This morning, eating breakfast with Annie and the Corbster. At an IHop, of all places, a chain restaurant Corb absolutely abhores.
"...so I have this meeting this afternoon with a theater group about directing a play," I was saying, after gulping down my tomato juice. "It's for another production of Drowsy Chaperone."
"Oh, God," said Annie, clearly not the biggest fan of Drowsy Chaperone.
I stabbed my fork in her general direction. "I know! And that's kind of the thing. I mean, I put my name in to be considered for directing the show, because this guy who was in my last production is on the Board for this group and really wants me to direct it. But I have to be interviewed against other people that are being considered, and all I've been thinking this week-end is, why am I doing this?"
Annie bit into her low-fat pancake. "So, why are you?"
"That's what I've been asking him," said Corb. "Yesterday we were going through the pros and cons, and Ted could only come up with one positive reason to do it. Everything else was negative, like, he's done it before, it wouldn't be for much money, it's farther away, work is getting more demanding..."
"I've always been a slave to duty," I said. "Someone needs me to do something, I do it."
"But I thought you wanted to get away from that."
Hmmm. Corb had a point. Or, to put it more plainly, as a friend said to me recently, Ted, sometimes you need to tell people to fuck off more. "But it would be bad to back out at the last minute, don't you think?"
Corb put down his iPhone and stared at me with his steely blue eyes. "I think it would be worse to go to the interviews for consideration if your heart really isn't into it, and then change your mind a week from now. It's better to back out now than to back out later."

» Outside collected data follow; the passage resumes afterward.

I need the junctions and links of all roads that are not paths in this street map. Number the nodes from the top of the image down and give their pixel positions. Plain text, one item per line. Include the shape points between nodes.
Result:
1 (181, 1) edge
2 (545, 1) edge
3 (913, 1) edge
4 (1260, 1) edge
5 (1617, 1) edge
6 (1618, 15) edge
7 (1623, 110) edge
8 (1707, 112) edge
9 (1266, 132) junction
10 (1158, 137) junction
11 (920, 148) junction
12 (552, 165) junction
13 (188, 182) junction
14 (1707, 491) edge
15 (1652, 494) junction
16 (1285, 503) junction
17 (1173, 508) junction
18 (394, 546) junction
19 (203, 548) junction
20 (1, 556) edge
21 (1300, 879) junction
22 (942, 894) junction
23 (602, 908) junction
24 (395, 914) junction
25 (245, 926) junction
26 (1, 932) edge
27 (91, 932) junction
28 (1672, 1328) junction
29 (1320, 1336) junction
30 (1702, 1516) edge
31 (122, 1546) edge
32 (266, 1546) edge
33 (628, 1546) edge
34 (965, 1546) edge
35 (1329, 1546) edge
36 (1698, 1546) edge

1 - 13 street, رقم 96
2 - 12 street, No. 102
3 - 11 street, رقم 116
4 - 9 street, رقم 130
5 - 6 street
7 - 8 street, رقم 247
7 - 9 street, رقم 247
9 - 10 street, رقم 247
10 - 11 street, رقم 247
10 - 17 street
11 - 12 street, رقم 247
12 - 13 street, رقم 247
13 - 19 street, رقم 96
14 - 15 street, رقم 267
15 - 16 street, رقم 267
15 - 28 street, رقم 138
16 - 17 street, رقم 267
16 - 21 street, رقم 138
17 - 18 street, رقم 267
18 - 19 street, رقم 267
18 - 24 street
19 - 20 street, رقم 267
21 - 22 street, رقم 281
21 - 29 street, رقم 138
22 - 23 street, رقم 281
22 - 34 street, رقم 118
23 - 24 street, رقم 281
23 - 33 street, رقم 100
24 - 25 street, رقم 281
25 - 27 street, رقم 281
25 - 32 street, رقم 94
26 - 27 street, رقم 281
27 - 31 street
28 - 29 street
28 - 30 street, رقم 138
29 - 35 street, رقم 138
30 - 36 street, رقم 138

Well, that was a good point. And the truth is, I really don't want to go back into directing community theater again. At least, not in the near future. I'm in a state of determining what I want to do with these next few years of my life, and making myself happier as a result. I know I want a bigger place to live, I know I want a more fulfilling job, I know I want to get more serious and settle down with Corb, I know I want to do something with the stories I've written that no one is reading except me and a few of my close friends.
Directing community theater is not a part of that equation.
Egad, I just hit upon my equation.
"I'll let them know I'm not going to be there today," I replied, and lifted up my coffeee cup. "I've got too many other things to do."